Singla agreed, and said situations also influence the advice. “For those under 35, I typically recommend setting aside about three months of expenses as at this age people tend to have fewer responsibilities, greater flexibility and higher resilience, but today, with sectors like IT being more vulnerable, I am advising people to strengthen their emergency funds to six months.”
Uncertainty shaping life goals
Uncertainty isn’t just reshaping investments, but also altering life milestones. Mitra and his wife, both in their early 30s, are deferring house ownership. “Taking on a home loan right now feels like an unnecessary risk. A house is an emotional purchase that can trap you in EMIs for decades,” he said. “My priority is to have enough liquid savings to cover me and my wife for emergencies,” he added.
Even retirement age is now contingent on financial stability. “I’ve seen people talk more and more about early financial freedom,” said Pruthi. “The goal is not to retire at 40 and do nothing. It’s to reach a point where working is a choice and not a compulsion.”
This new reality has also led to young professionals worrying about their biggest financial fears. For instance, even though Mitra has savings for contingencies and health as well as term insurance, he worries about prolonged unemployment that will exhaust his emergency fund and he will fail to meet his household needs. “What if I don’t find a job for a year or have to compromise for a low-paying job,” he said.
Vasudha, on the other hand, fears being trapped in debt. With a mortgage already in place, she knows income disruption could make repayments unmanageable, turning security into a burden overnight.
Financial advisors agree these fears are realistic but also manageable with the right safeguards. “An emergency fund of at least six months’ expenses is essential,” said Pruthi. “For those with dependents, term insurance and health coverage are non-negotiable.”
Singal added that even confident younger professionals often underestimate hidden vulnerabilities, such as EMIs, rising rents or uncertain ESOP (employee stock ownership plan) encashments, that can unravel financial stability faster than expected.
Side hustles, upskilling, and early retirement
When job loss is a real possibility, many young professionals hedge by upskilling or diversifying income through side hustles.

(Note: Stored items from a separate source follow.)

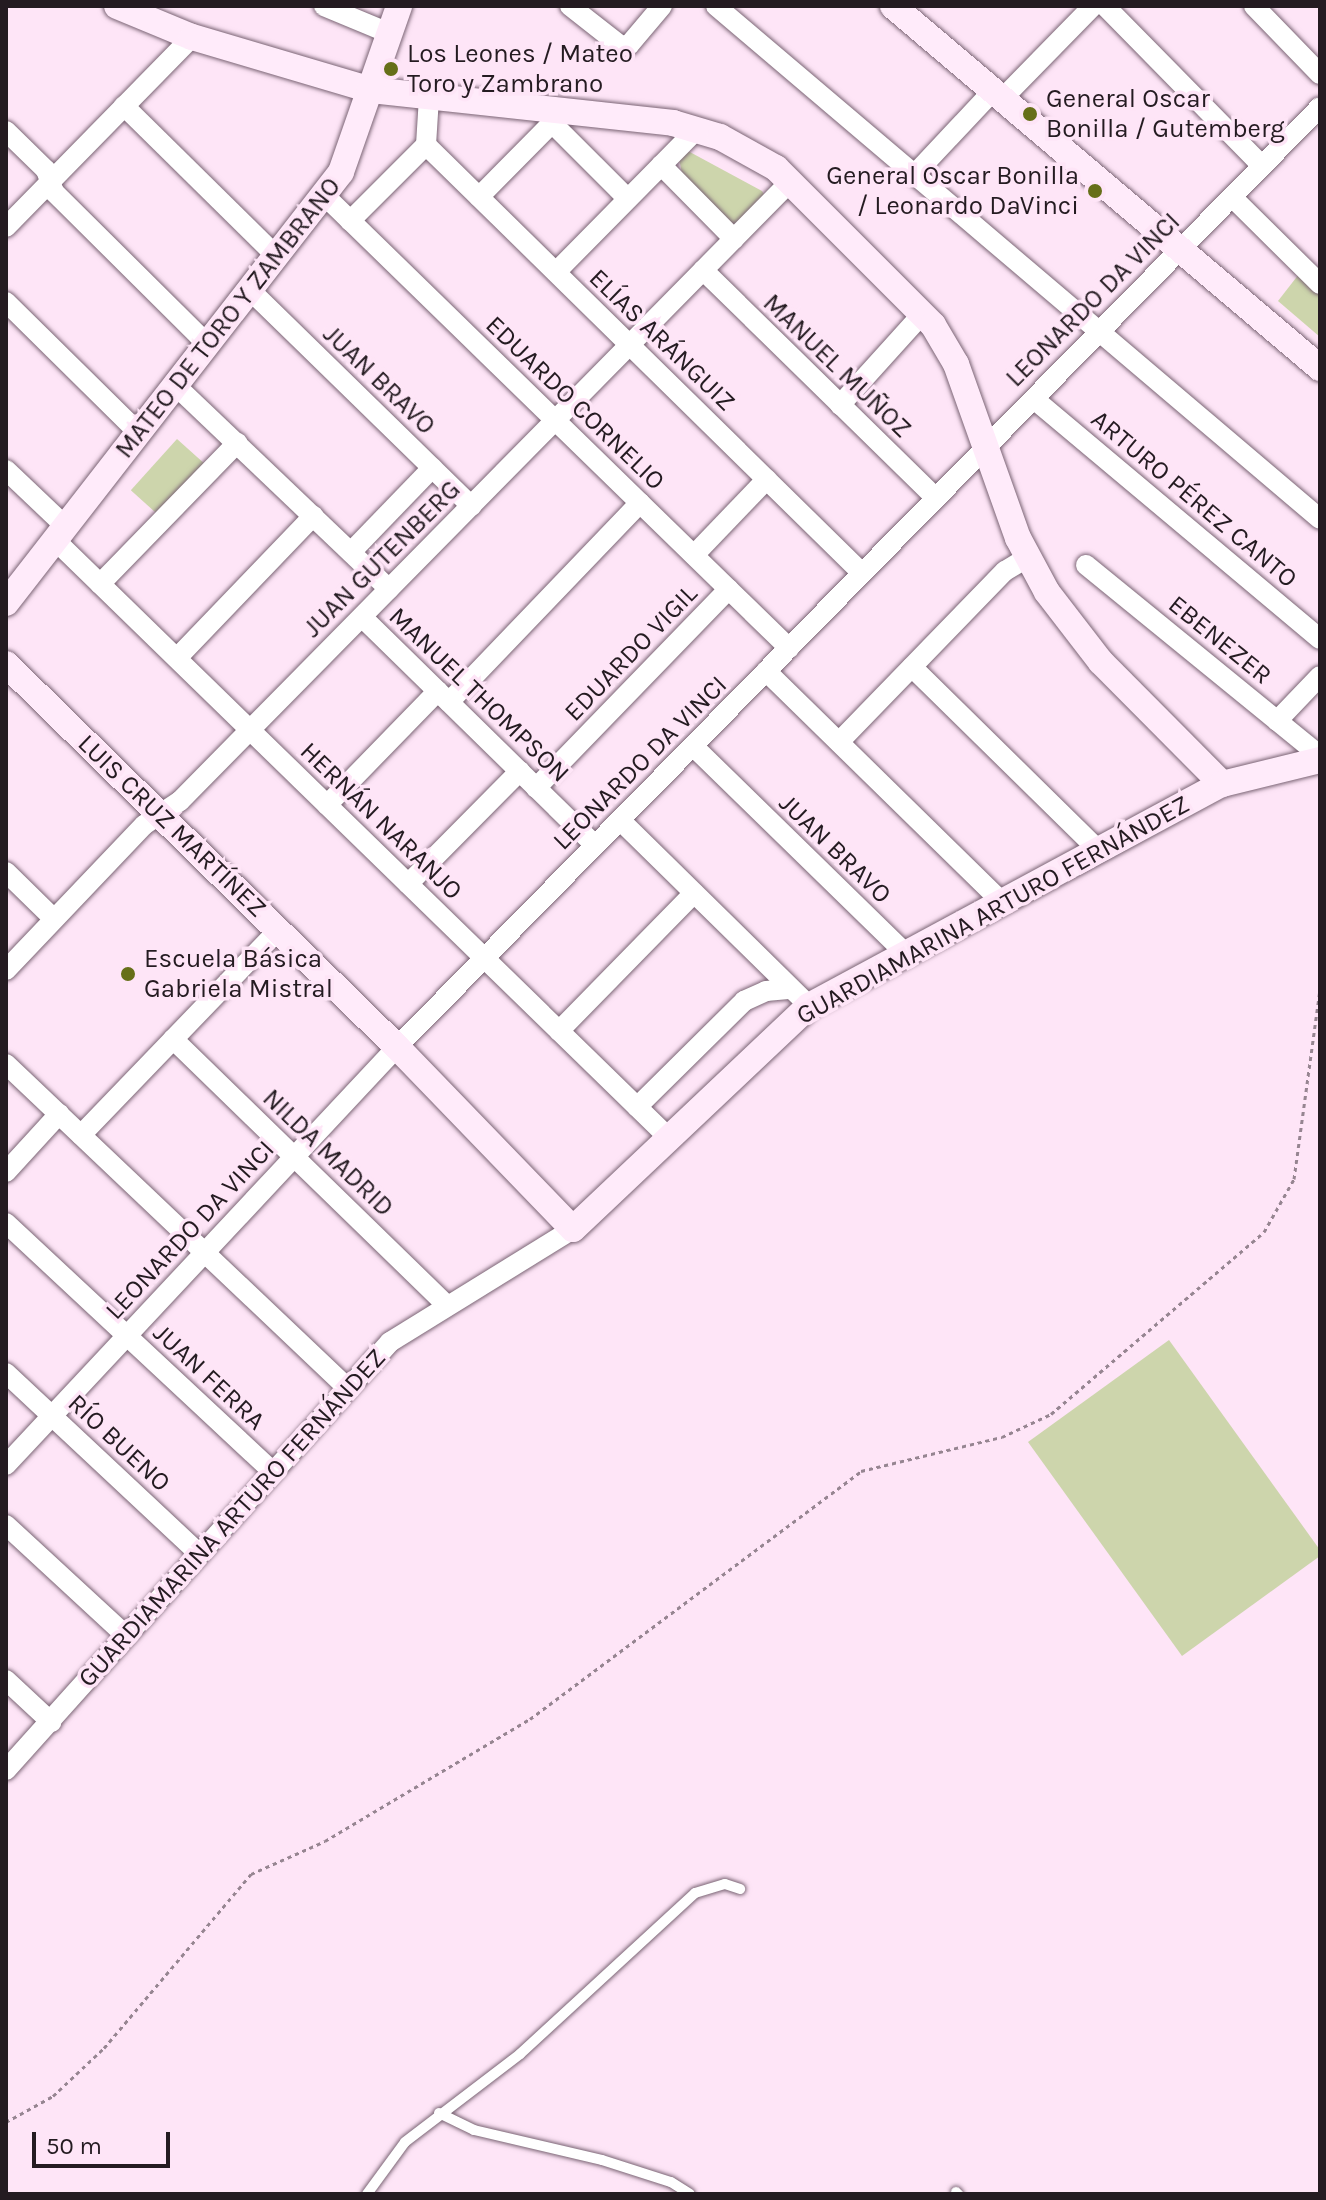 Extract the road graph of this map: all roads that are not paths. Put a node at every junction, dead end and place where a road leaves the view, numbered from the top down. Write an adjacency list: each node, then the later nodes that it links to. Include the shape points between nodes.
1 (117, 6): 12 (street)
2 (324, 6): 11 (street)
3 (399, 6): 11 (street, MATEO DE TORO Y ZAMBRANO)
4 (570, 6): 5 (street, via 621,46 629,45)
5 (662, 6)
6 (716, 6): 25 (street)
7 (893, 6): 15 (street)
8 (1093, 6): 15 (street)
9 (1105, 6): 24 (street)
10 (1254, 6): 13 (street)
11 (389, 33): 14 (street, MATEO DE TORO Y ZAMBRANO)
12 (192, 37): 14 (street); 17 (street)
13 (1320, 74)
14 (371, 90): 16 (street); 28 (street, MATEO DE TORO Y ZAMBRANO, via 348,159)
15 (997, 95): 25 (street); 35 (street)
16 (429, 97): 19 (street); 22 (street)
17 (124, 106): 27 (street); 36 (street)
18 (1320, 107): 24 (street, LEONARDO DA VINCI)
19 (552, 115): 20 (street); 29 (street); 31 (street)
20 (697, 129): 23 (street); 26 (street, via 742,148)
21 (6, 131): 27 (street, via 46,170)
22 (426, 145): 29 (street, ELÍAS ARÁNGUIZ); 32 (street, MATEO DE TORO Y ZAMBRANO)
23 (661, 165): 31 (street); 34 (street)
24 (1262, 166): 30 (street, LEONARDO DA VINCI)
25 (914, 175): 43 (street)
26 (791, 181): 34 (street, JUAN GUTENBERG); 42 (street)
27 (50, 182): 33 (street); 44 (street, via 54,192)
28 (325, 196): 32 (street, EDUARDO CORNELIO); 36 (street, MATEO DE TORO Y ZAMBRANO)
29 (479, 197): 38 (street, ELÍAS ARÁNGUIZ)
30 (1232, 197): 35 (street, LEONARDO DA VINCI); 39 (street)
31 (628, 199): 38 (street)
32 (350, 221): 50 (street, EDUARDO CORNELIO)
33 (6, 227)
34 (734, 239): 37 (street, JUAN GUTENBERG)
35 (1180, 249): 43 (street, LEONARDO DA VINCI); 46 (street)
36 (277, 257): 40 (street, MATEO DE TORO Y ZAMBRANO)
37 (703, 270): 45 (street, JUAN GUTENBERG); 49 (street, MANUEL MUÑOZ)
38 (556, 272): 45 (street, ELÍAS ARÁNGUIZ)
39 (1320, 284)
40 (251, 291): 44 (street, MATEO DE TORO Y ZAMBRANO); 54 (street, JUAN BRAVO)
41 (6, 302): 51 (street)
42 (923, 313): 49 (street); 53 (street, via 956,364)
43 (1099, 332): 48 (street, LEONARDO DA VINCI); 61 (street)
44 (208, 345): 47 (street, MATEO DE TORO Y ZAMBRANO)
45 (630, 345): 50 (street, JUAN GUTENBERG); 56 (street, ELÍAS ARÁNGUIZ)
46 (1320, 368)
47 (176, 386): 51 (street, MATEO DE TORO Y ZAMBRANO); 52 (street, MANUEL THOMPSON)
48 (1034, 399): 53 (street, LEONARDO DA VINCI); 73 (street, ARTURO PÉREZ CANTO)
49 (840, 405): 57 (street, MANUEL MUÑOZ)
50 (555, 420): 58 (street, EDUARDO CORNELIO); 59 (street, JUAN GUTENBERG)
51 (139, 433): 62 (street, MATEO DE TORO Y ZAMBRANO)
52 (237, 443): 60 (street, MANUEL THOMPSON); 68 (street)
53 (986, 444): 57 (street, LEONARDO DA VINCI); 65 (street)
54 (432, 468): 59 (street, JUAN BRAVO); 63 (street)
55 (6, 470): 62 (street, HERNÁN NARANJO)
56 (767, 479): 64 (street, EDUARDO VIGIL); 67 (street, ELÍAS ARÁNGUIZ)
57 (936, 498): 67 (street, LEONARDO DA VINCI)
58 (640, 503): 64 (street, EDUARDO CORNELIO); 80 (street)
59 (471, 506): 69 (street, JUAN GUTENBERG)
60 (313, 516): 63 (street, MANUEL THOMPSON); 75 (street)
61 (1320, 519)
62 (60, 533): 68 (street, HERNÁN NARANJO); 71 (street, MATEO DE TORO Y ZAMBRANO)
63 (351, 552): 69 (street, MANUEL THOMPSON)
64 (694, 555): 70 (street, EDUARDO CORNELIO)
65 (1027, 558): 77 (street, via 1005,571); 87 (street, via 1078,635)
66 (1086, 565): 81 (street, EBENEZER)
67 (862, 573): 74 (street, LEONARDO DA VINCI)
68 (100, 584): 75 (street, HERNÁN NARANJO)
69 (389, 589): 72 (street, JUAN GUTENBERG)
70 (729, 589): 74 (street, EDUARDO CORNELIO); 88 (street, EDUARDO VIGIL)
71 (6, 603)
72 (362, 617): 80 (street, MANUEL THOMPSON); 82 (street, JUAN GUTENBERG)
73 (1320, 639)
74 (789, 648): 78 (street, LEONARDO DA VINCI)
75 (177, 658): 82 (street, HERNÁN NARANJO)
76 (6, 664): 90 (street, LUIS CRUZ MARTÍNEZ)
77 (912, 667): 83 (street); 93 (street)
78 (766, 671): 83 (street); 84 (street, LEONARDO DA VINCI)
79 (1320, 676): 81 (street)
80 (443, 696): 86 (street, MANUEL THOMPSON); 89 (street)
81 (1277, 721): 85 (street, EBENEZER)
82 (250, 729): 89 (street, HERNÁN NARANJO); 90 (street, JUAN GUTENBERG)
83 (839, 742): 97 (street)
84 (693, 746): 91 (street, LEONARDO DA VINCI); 100 (street, JUAN BRAVO)
85 (1320, 758): 87 (street, GUARDIAMARINA ARTURO FERNÁNDEZ)
86 (520, 771): 88 (street, MANUEL THOMPSON); 95 (street)
87 (1222, 784): 93 (street, GUARDIAMARINA ARTURO FERNÁNDEZ)
88 (536, 788): 92 (street, MANUEL THOMPSON)
89 (327, 805): 95 (street, HERNÁN NARANJO)
90 (160, 814): 98 (street, JUAN GUTENBERG); 99 (street, LUIS CRUZ MARTÍNEZ)
91 (620, 820): 92 (street, LEONARDO DA VINCI); 96 (street)
92 (595, 845): 101 (street, LEONARDO DA VINCI)
93 (1099, 851): 97 (street, GUARDIAMARINA ARTURO FERNÁNDEZ)
94 (6, 872): 98 (street)
95 (408, 884): 101 (street, HERNÁN NARANJO)
96 (694, 893): 103 (street); 104 (street)
97 (1002, 902): 100 (street, GUARDIAMARINA ARTURO FERNÁNDEZ)
98 (54, 919): 102 (street, JUAN GUTENBERG)
99 (278, 930): 105 (street); 106 (street, LUIS CRUZ MARTÍNEZ)
100 (907, 955): 103 (street, GUARDIAMARINA ARTURO FERNÁNDEZ)
101 (484, 958): 104 (street, HERNÁN NARANJO); 106 (street, LEONARDO DA VINCI)
102 (6, 970)
103 (800, 997): 108 (street, GUARDIAMARINA ARTURO FERNÁNDEZ, via 766,991 744,1001); 111 (street, GUARDIAMARINA ARTURO FERNÁNDEZ, via 767,1040)
104 (559, 1031): 108 (street, HERNÁN NARANJO)
105 (173, 1039): 110 (street); 112 (street, NILDA MADRID)
106 (397, 1047): 112 (street, LEONARDO DA VINCI); 115 (street, LUIS CRUZ MARTÍNEZ)
107 (6, 1064): 109 (street)
108 (637, 1107): 111 (street, HERNÁN NARANJO)
109 (59, 1114): 110 (street); 113 (street)
110 (81, 1135): 116 (street)
111 (670, 1139): 115 (street, GUARDIAMARINA ARTURO FERNÁNDEZ)
112 (294, 1157): 116 (street, LEONARDO DA VINCI); 117 (street, NILDA MADRID)
113 (6, 1172)
114 (6, 1223): 118 (street, JUAN FERRA)
115 (573, 1229): 117 (street, GUARDIAMARINA ARTURO FERNÁNDEZ)
116 (204, 1253): 118 (street, LEONARDO DA VINCI); 120 (street)
117 (447, 1305): 120 (street, GUARDIAMARINA ARTURO FERNÁNDEZ, via 390,1342)
118 (127, 1335): 121 (street, LEONARDO DA VINCI); 123 (street, JUAN FERRA)
119 (6, 1373): 121 (street, RÍO BUENO)
120 (347, 1388): 123 (street, GUARDIAMARINA ARTURO FERNÁNDEZ)
121 (52, 1416): 122 (street, LEONARDO DA VINCI); 125 (street, RÍO BUENO)
122 (6, 1465)
123 (272, 1471): 125 (street, GUARDIAMARINA ARTURO FERNÁNDEZ)
124 (6, 1525): 126 (street)
125 (197, 1552): 126 (street, GUARDIAMARINA ARTURO FERNÁNDEZ)
126 (125, 1635): 128 (street, GUARDIAMARINA ARTURO FERNÁNDEZ)
127 (6, 1680): 128 (street)
128 (51, 1722): 129 (street, GUARDIAMARINA ARTURO FERNÁNDEZ)
129 (6, 1770)
130 (740, 1889): 131 (lane, via 725,1884 695,1893 520,2054)
131 (439, 2113): 132 (lane, via 405,2142); 133 (lane, via 474,2130 671,2182)
132 (367, 2194)
133 (690, 2194) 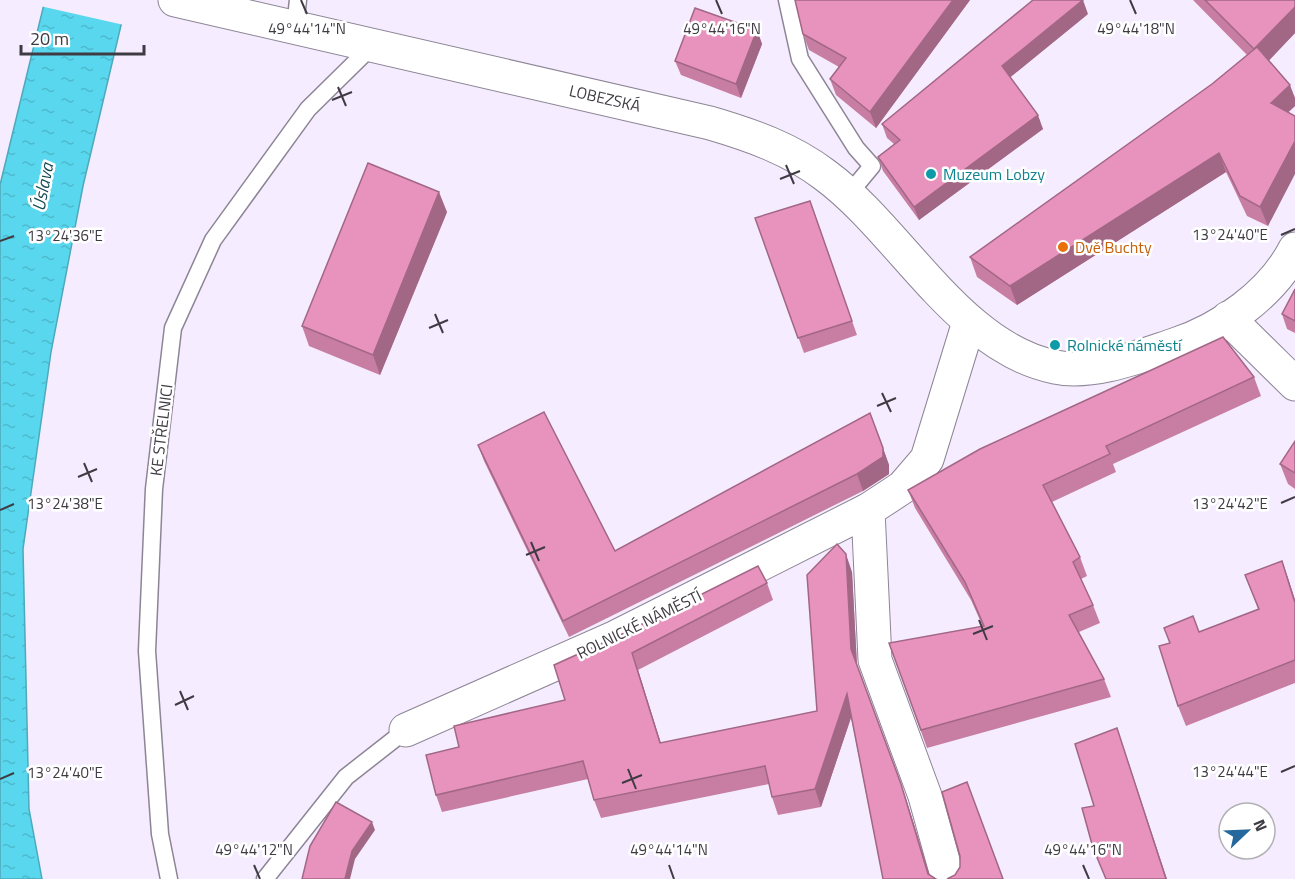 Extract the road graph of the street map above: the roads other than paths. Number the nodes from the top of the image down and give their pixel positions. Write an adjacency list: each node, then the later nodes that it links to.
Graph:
1 (175, 0): 3 (street, LOBEZSKÁ)
2 (787, 0): 5 (lane)
3 (288, 16): 4 (street, LOBEZSKÁ)
4 (372, 45): 5 (street, LOBEZSKÁ); 12 (lane, KE STŘELNICI)
5 (848, 195): 8 (street, LOBEZSKÁ)
6 (1295, 249): 7 (street)
7 (1228, 318): 8 (street); 9 (street)
8 (969, 322): 10 (street, ROLNICKÉ NÁMĚSTÍ)
9 (1295, 384)
10 (868, 510): 11 (street, ROLNICKÉ NÁMĚSTÍ); 14 (street)
11 (406, 730): 13 (lane)
12 (169, 879)
13 (265, 879)
14 (948, 879) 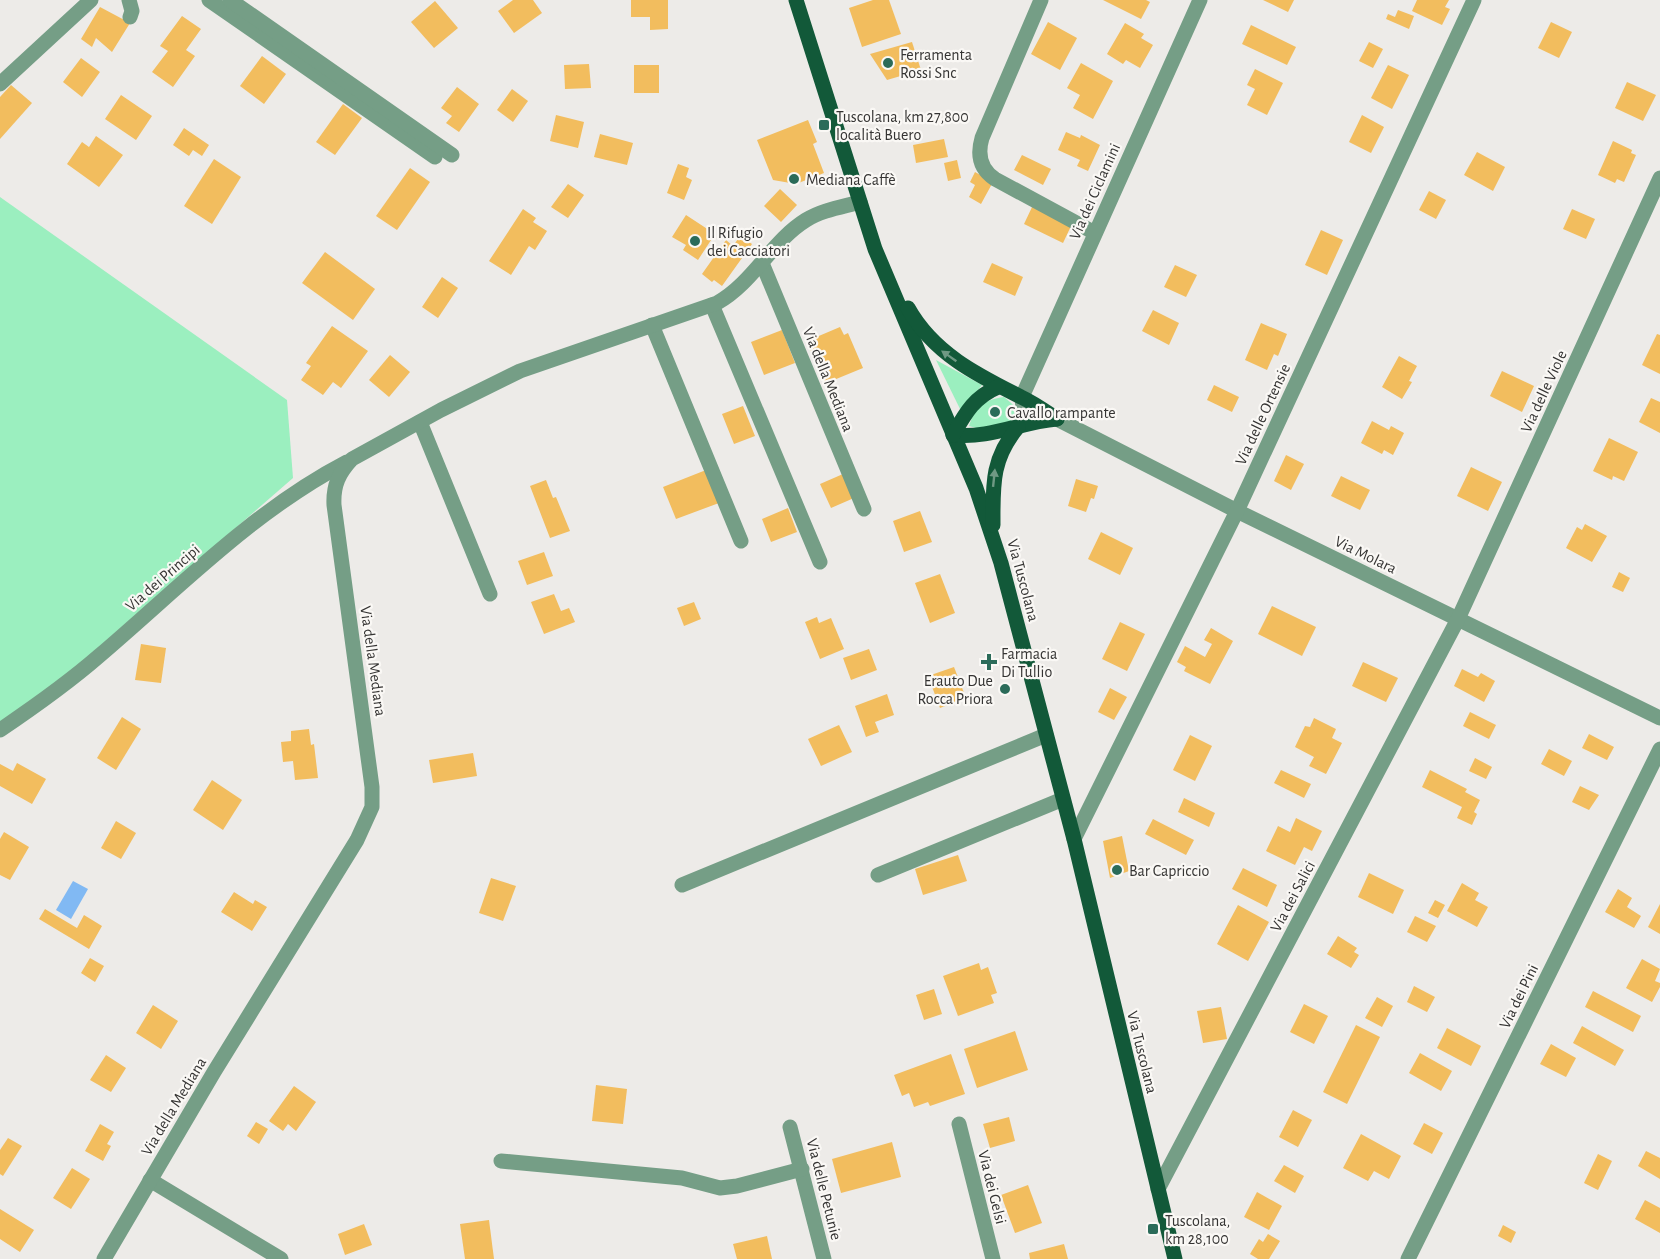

Bhattacharya pursued several online certifications that boosted learning but added little to his resume. “I definitely learned a lot, but they failed in landing me interviews,” he said. His executive MBA, though costly, is a deliberate bet on credibility and the networking potential of the B-school’s alumni. “It’s not a guarantee, but it’s a hedge against prolonged unemployability,” he said.
Bovindala, meanwhile, is preparing for a pivot. “If I get cut, I’ll start a small business so I don’t lose income completely,” she said. While building an emergency fund by saving 30% of her salary in a recurring deposit, she is more focused on her entrepreneurial plan, researching home-based products she could sell.
Advisors, however, urge caution on side hustles. “For those in their 20s and 30s, the priority should be professional growth and early financial freedom,” said Pruthi. “Diversifying income streams too early can distract from building expertise.”
For a generation once taught to dream big and chase growth, the recalibration feels stark. While the career ambition hasn’t disappeared, it’s tempered by pragmatism. The changing job landscape shows that while stability may be gone, control over skills and savings remains possible. In a world of routine layoffs, control may be the new security.